* [Stored items]
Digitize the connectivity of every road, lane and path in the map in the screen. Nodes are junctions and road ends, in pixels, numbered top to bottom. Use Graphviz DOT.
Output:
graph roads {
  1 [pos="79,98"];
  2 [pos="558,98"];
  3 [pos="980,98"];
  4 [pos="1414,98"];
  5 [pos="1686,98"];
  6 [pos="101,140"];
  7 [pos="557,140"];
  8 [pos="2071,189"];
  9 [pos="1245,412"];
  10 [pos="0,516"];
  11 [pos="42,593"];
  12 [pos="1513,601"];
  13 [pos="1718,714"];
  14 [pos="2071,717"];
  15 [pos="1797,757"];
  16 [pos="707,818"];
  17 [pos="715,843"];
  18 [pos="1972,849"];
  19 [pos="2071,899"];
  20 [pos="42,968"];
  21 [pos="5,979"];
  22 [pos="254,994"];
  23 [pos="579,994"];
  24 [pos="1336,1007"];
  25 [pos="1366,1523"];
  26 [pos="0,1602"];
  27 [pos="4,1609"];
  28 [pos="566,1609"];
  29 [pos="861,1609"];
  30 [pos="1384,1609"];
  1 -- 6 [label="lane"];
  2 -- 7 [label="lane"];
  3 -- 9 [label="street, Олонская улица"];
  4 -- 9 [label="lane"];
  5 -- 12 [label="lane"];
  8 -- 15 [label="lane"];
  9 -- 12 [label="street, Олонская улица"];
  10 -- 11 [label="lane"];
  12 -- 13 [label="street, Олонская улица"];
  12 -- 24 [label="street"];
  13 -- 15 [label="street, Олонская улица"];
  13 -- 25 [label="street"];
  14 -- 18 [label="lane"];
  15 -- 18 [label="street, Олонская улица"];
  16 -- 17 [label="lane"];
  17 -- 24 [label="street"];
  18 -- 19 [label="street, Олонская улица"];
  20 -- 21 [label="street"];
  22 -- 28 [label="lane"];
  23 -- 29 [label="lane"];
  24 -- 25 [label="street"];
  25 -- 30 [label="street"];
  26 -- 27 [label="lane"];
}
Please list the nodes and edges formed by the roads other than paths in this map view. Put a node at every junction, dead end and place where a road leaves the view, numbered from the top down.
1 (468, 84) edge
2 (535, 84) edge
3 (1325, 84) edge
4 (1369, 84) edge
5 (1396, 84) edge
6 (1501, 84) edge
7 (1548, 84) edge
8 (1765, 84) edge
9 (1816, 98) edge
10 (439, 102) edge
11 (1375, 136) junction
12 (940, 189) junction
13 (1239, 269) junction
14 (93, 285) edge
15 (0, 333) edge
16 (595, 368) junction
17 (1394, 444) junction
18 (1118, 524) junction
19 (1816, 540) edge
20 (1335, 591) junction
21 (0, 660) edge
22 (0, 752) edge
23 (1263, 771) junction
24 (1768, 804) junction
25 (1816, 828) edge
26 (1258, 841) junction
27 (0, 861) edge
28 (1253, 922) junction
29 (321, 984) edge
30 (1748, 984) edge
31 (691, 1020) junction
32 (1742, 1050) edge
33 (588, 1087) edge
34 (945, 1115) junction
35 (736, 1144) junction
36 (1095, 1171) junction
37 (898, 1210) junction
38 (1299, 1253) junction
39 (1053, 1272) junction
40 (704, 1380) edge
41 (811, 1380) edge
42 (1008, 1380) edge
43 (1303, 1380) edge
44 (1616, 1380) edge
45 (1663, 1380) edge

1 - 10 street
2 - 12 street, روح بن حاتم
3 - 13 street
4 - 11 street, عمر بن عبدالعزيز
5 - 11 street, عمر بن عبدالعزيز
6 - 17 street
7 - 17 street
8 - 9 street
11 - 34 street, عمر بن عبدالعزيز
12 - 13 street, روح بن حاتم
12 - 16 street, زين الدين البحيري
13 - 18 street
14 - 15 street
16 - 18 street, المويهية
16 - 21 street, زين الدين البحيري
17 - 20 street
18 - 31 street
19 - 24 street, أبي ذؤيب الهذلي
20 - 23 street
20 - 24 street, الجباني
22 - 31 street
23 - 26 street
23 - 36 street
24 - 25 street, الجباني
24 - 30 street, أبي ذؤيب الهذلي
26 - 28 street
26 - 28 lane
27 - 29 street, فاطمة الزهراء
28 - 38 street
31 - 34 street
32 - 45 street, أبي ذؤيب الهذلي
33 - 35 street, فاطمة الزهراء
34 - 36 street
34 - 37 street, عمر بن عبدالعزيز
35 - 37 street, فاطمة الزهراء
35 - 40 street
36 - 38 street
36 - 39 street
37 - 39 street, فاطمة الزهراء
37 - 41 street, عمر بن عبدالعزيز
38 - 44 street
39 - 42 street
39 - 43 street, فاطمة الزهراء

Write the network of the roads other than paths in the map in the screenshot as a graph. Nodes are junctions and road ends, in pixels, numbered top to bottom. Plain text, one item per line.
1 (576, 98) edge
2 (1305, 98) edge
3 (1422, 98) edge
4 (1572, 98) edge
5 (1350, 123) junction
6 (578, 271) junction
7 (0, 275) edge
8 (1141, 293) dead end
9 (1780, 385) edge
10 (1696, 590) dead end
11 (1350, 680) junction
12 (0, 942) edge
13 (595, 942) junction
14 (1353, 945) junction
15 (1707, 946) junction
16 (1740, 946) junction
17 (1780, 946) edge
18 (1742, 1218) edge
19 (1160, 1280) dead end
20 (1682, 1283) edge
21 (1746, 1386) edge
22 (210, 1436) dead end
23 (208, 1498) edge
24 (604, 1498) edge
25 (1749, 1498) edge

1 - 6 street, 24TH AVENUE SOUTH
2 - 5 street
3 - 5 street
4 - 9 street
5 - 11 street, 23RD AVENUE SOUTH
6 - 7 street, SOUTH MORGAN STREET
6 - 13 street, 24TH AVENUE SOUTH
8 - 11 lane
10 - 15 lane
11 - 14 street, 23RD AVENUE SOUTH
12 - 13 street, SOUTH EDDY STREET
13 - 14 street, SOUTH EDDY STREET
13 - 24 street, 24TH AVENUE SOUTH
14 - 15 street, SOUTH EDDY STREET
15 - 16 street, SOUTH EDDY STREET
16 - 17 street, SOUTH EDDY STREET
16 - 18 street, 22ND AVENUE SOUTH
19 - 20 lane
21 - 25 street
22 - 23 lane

* [Your instructions]
Filter the lines above so that only those with the string "الدين" remain, then copy them.

* [Solution to this exercise]
12 - 16 street, زين الدين البحيري
16 - 21 street, زين الدين البحيري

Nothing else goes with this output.